Under this line sits a listing. Repeat exactly and only its lines from the one holding "pinky tip: (182, 219)" through the one holding "wrist: (523, 331)"; skip pictures.

* [The records]
--- START ---

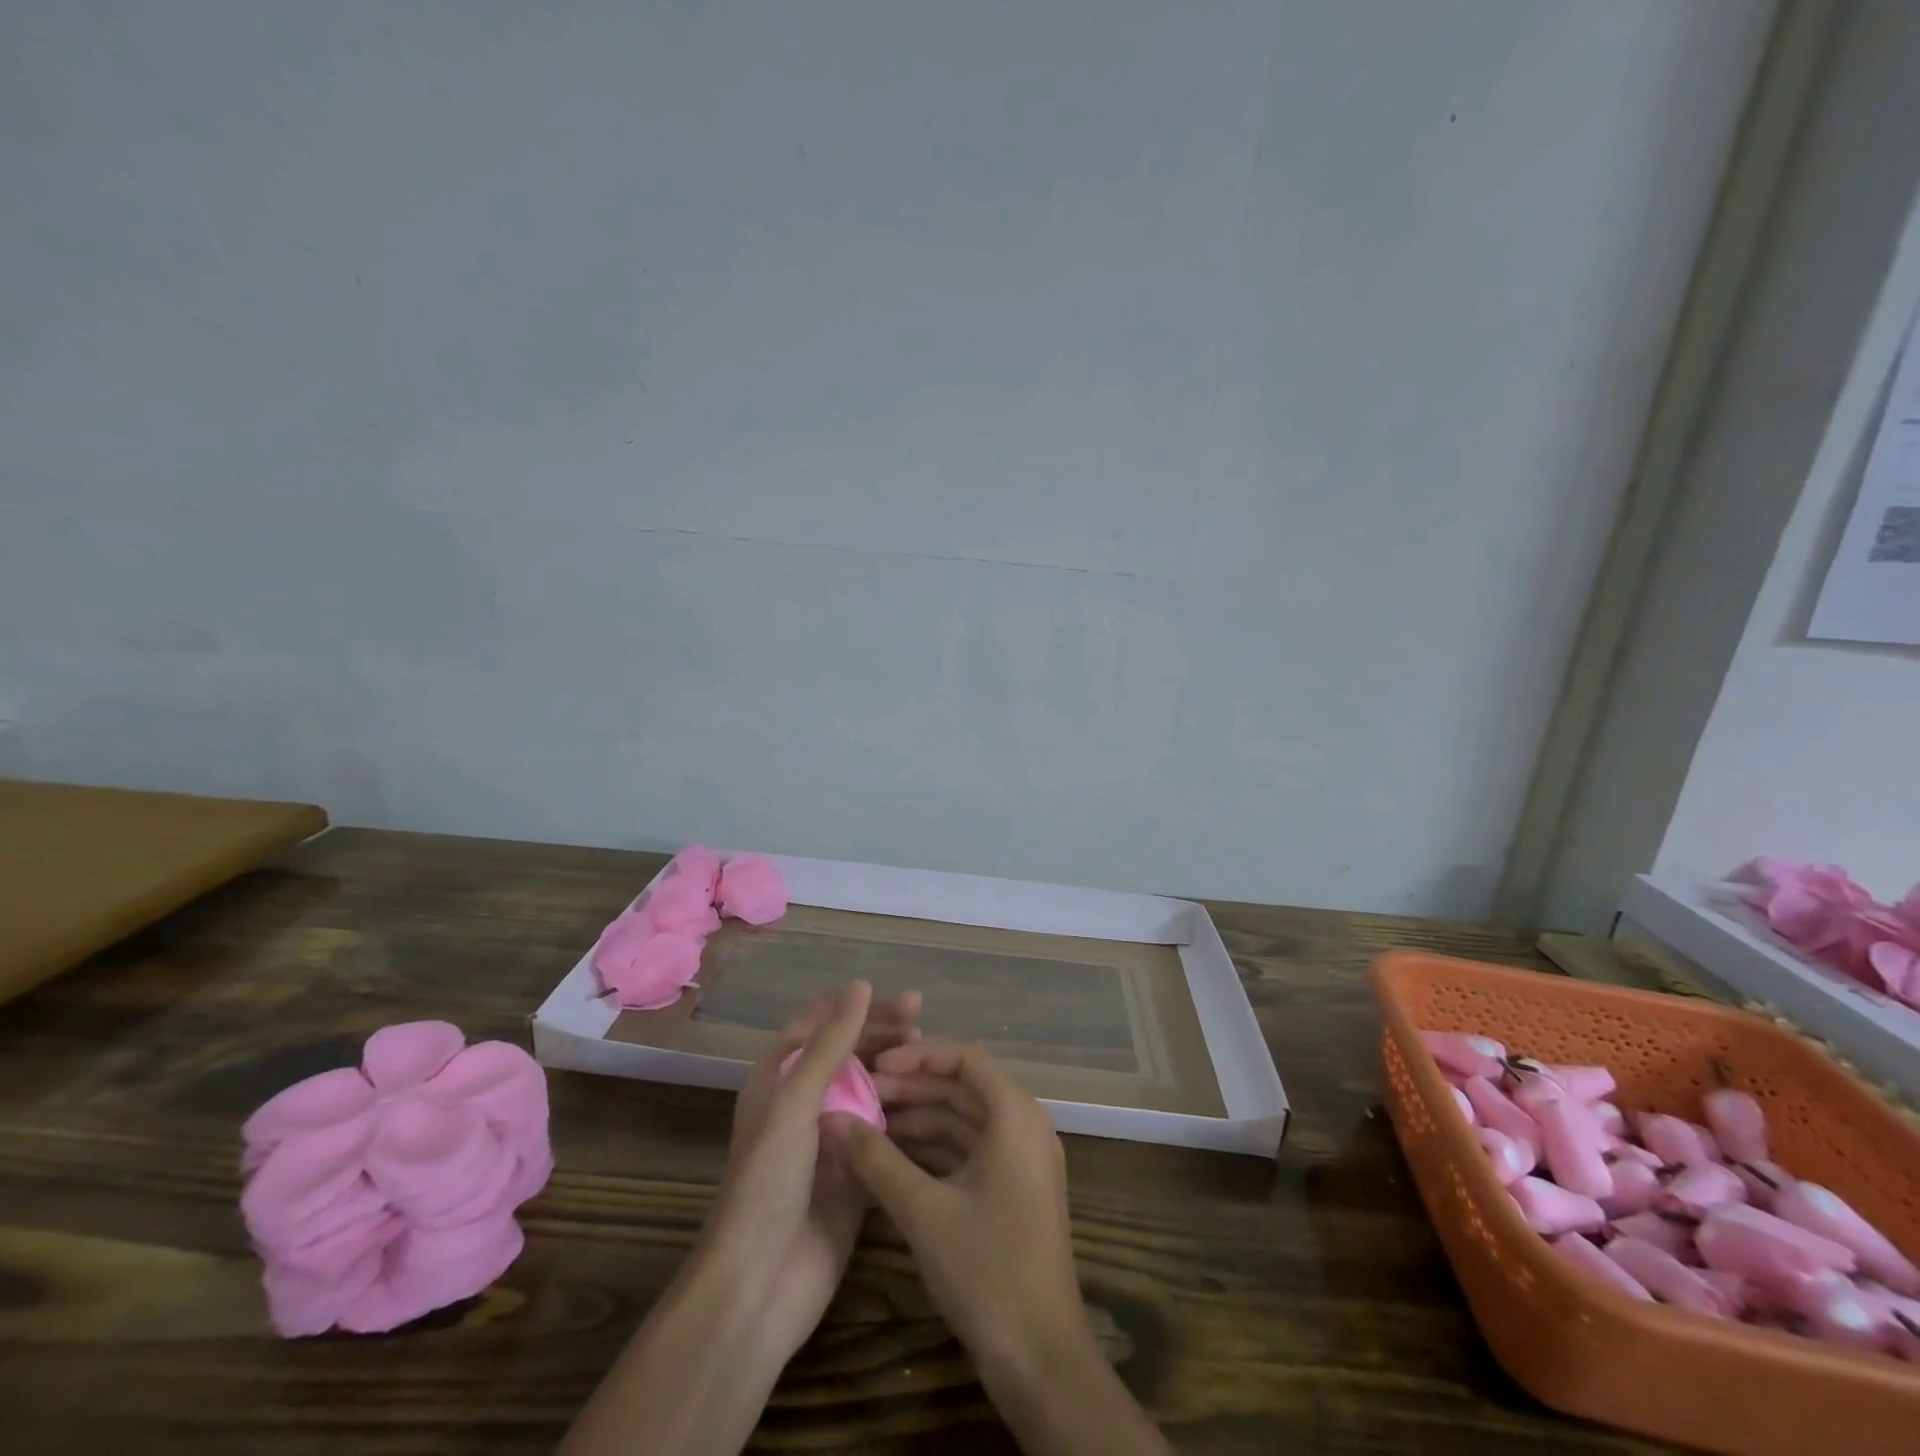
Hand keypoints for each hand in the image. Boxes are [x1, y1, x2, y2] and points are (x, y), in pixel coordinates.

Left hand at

--- END ---
--- START ---

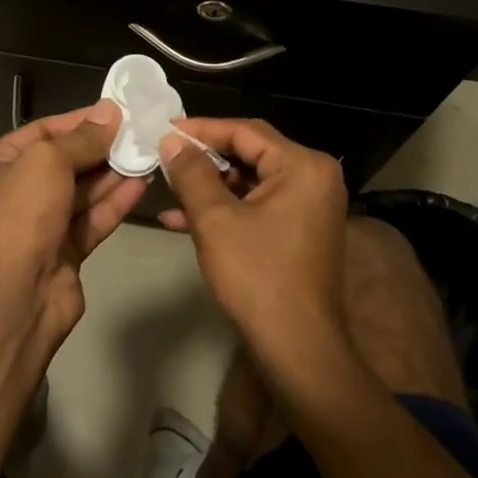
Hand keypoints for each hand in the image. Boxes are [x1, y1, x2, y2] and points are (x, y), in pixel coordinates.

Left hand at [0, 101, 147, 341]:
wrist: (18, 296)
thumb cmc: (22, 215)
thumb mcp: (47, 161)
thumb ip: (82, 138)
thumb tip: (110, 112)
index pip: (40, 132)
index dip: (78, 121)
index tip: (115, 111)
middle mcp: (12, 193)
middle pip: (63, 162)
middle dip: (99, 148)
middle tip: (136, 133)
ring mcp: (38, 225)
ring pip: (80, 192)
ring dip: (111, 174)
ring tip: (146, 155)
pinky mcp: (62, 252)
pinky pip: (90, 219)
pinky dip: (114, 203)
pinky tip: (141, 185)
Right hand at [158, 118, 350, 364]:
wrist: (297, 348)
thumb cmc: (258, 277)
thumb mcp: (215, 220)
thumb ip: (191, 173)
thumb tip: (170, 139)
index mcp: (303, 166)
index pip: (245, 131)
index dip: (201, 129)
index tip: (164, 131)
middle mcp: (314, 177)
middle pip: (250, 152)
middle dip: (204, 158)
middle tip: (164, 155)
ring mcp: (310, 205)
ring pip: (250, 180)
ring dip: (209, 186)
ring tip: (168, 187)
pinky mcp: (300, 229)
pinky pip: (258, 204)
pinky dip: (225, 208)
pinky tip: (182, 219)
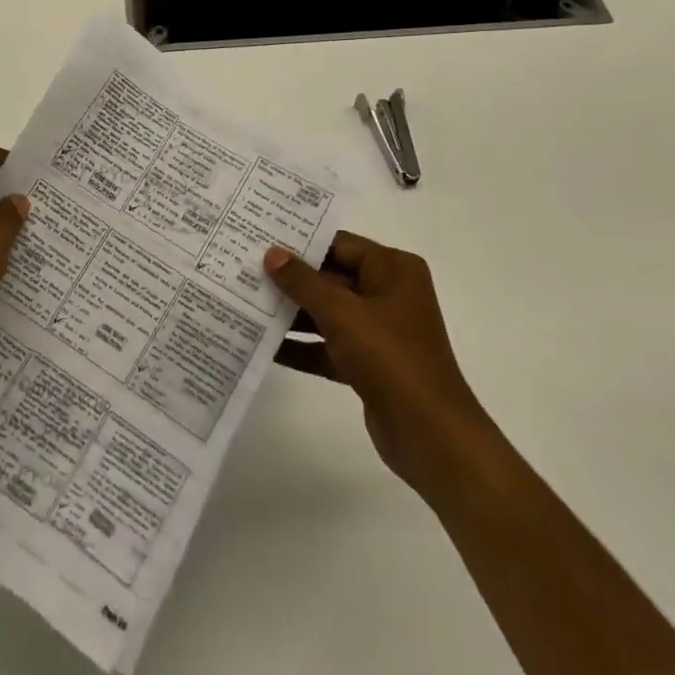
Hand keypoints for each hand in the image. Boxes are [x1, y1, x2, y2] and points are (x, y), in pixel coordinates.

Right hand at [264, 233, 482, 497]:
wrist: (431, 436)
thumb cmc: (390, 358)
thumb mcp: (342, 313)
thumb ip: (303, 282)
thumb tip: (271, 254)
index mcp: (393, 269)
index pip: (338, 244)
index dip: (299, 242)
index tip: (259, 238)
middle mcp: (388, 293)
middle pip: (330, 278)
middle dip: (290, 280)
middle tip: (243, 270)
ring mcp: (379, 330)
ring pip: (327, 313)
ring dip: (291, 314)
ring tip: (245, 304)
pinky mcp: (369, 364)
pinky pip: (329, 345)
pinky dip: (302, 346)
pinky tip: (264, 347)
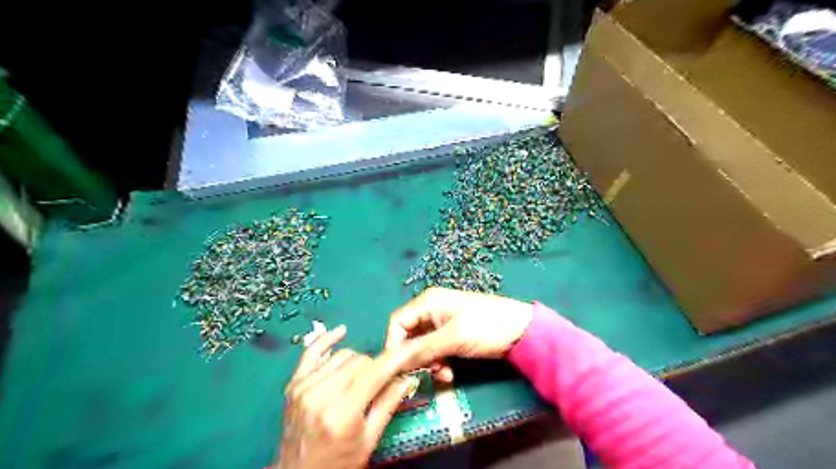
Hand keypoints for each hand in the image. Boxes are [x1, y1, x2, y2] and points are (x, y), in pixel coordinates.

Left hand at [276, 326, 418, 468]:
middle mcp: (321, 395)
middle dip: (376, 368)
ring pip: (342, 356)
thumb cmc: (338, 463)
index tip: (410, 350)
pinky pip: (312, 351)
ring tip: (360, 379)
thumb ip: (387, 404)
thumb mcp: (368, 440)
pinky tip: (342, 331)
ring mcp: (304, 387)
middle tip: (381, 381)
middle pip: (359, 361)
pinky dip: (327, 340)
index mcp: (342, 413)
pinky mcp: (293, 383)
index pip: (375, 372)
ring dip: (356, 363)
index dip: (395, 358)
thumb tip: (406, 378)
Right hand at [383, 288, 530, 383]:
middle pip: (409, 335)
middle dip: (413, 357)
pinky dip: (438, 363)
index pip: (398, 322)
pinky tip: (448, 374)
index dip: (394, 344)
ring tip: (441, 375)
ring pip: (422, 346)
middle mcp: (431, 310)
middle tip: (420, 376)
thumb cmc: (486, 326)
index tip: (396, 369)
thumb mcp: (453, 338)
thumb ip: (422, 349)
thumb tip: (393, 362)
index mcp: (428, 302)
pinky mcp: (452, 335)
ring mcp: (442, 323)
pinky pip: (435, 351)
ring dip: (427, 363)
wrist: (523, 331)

--- END ---
--- START ---

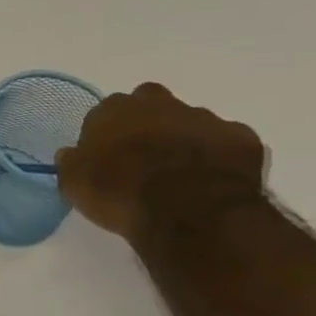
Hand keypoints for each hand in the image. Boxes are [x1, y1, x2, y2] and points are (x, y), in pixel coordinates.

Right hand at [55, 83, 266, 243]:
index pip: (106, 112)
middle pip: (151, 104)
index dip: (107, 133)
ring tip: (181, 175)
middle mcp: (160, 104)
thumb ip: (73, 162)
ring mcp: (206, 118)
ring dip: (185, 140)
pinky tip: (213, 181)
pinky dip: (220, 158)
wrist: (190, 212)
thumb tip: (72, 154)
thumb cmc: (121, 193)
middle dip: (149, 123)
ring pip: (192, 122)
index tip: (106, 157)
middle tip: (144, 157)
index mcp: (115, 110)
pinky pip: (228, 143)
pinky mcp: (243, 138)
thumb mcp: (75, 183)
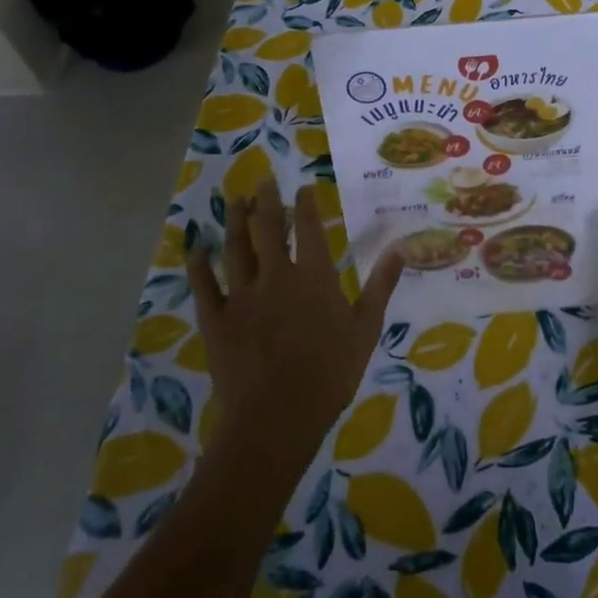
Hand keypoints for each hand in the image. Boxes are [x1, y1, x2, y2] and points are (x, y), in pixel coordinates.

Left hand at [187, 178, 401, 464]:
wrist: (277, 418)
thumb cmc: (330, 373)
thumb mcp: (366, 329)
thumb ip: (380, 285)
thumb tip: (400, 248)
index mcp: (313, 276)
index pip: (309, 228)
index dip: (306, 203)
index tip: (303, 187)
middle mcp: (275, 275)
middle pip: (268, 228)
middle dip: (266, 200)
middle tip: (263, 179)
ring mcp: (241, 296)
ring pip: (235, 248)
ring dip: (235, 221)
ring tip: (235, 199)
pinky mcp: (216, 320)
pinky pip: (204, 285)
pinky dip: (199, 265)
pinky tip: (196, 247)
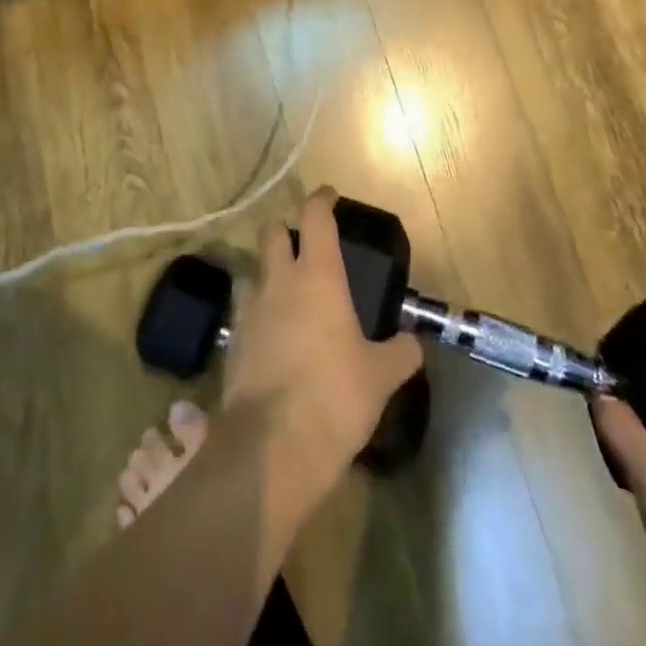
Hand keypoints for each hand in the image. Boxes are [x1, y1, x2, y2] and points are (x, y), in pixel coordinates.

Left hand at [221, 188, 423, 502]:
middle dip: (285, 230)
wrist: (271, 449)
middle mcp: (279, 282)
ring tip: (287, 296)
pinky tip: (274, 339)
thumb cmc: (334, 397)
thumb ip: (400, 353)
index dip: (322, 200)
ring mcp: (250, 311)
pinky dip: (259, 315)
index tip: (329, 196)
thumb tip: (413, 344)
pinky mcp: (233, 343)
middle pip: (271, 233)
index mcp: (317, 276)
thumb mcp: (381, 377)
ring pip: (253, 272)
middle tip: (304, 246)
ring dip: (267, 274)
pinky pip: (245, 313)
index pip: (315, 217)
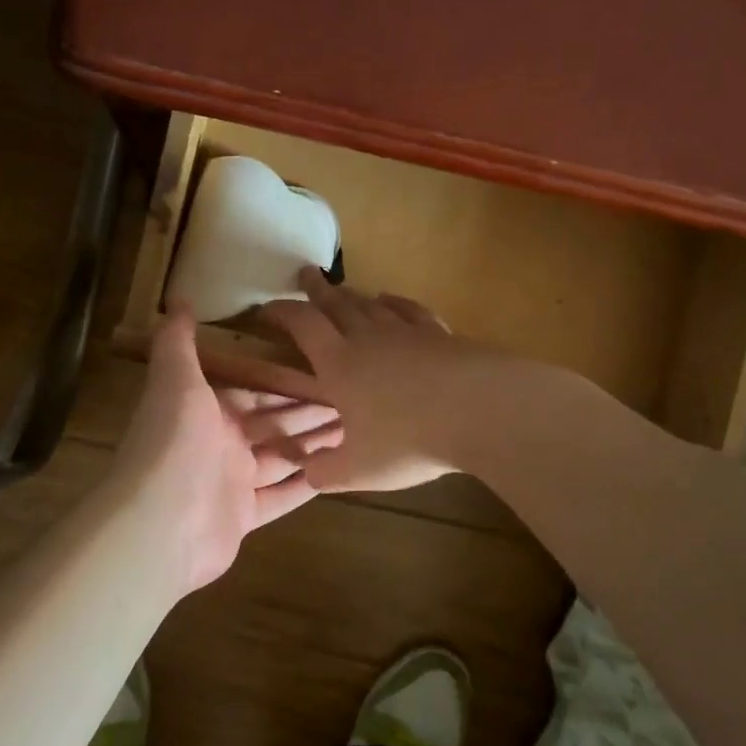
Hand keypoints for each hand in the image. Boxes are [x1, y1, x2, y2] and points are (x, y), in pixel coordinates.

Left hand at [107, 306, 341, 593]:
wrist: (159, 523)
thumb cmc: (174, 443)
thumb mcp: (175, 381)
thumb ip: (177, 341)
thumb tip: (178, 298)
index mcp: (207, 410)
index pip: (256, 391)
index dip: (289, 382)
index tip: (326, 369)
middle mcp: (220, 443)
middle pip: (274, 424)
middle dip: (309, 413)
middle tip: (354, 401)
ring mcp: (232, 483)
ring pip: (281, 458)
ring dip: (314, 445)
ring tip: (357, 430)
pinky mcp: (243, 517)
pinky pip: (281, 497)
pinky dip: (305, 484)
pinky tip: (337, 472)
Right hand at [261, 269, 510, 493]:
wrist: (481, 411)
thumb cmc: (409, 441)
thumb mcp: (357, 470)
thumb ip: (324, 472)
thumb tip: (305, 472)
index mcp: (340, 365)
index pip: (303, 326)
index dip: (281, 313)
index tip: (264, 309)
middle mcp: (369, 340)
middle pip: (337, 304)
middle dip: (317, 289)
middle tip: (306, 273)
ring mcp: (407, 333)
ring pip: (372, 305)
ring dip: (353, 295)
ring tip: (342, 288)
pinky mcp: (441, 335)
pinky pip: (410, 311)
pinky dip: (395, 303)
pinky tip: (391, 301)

--- END ---

* [Answer section]
pinky tip: (182, 219)
Hand keypoints for each hand in the image. Boxes are [x1, y1, x2, y2] and points are (x, y), in pixel coordinates.

Right hand at [264, 233, 482, 497]:
wrist: (431, 436)
thumb cmc: (390, 358)
thumb mcp: (342, 313)
thumb ip: (303, 282)
thumb tip: (271, 254)
index mcp: (393, 269)
index pip: (338, 244)
index dip: (299, 242)
index tip: (259, 238)
middle mcp: (388, 293)
middle pip: (330, 278)
middle dip: (290, 280)
middle tip: (243, 270)
ring mcp: (379, 330)
ring pip: (327, 313)
ring dip: (291, 314)
ring tip: (245, 304)
pinky mcp: (369, 364)
pinky pip: (329, 345)
pinky dip: (302, 346)
pinky tip: (264, 347)
Hand keypoints for each hand in the image. Boxes are [x1, y1, x2, y2] and points are (x, y), in pixel coordinates.

Left hand at [276, 326, 418, 468]:
middle mcp: (321, 395)
middle dip: (376, 368)
ring pip: (342, 356)
thumb cmc: (338, 463)
index tip: (410, 350)
pinky pip: (312, 351)
ring tip: (360, 379)
thumb ip: (387, 404)
thumb mcp: (368, 440)
pinky tip: (342, 331)
ring mcp: (304, 387)
middle tip: (381, 381)
middle pip: (359, 361)
pinky dip: (327, 340)
index mcp: (342, 413)
pinky mcp: (293, 383)
index pip: (375, 372)
ring dip: (356, 363)
index dip: (395, 358)
thumb tip: (406, 378)
Right hand at [383, 288, 530, 383]:
middle pip: (409, 335)
middle dip: (413, 357)
pinky dip: (438, 363)
index pip: (398, 322)
pinky tip: (448, 374)
index dip: (394, 344)
ring tip: (441, 375)
ring pip: (422, 346)
middle mcp: (431, 310)
middle tip: (420, 376)
thumb cmc: (486, 326)
index tip: (396, 369)
thumb mcp: (453, 338)
thumb ip: (422, 349)
thumb tip: (393, 362)
index mcp: (428, 302)
pinky mcp: (452, 335)
ring mcp: (442, 323)
pinky pip: (435, 351)
ring dip: (427, 363)
wrist: (523, 331)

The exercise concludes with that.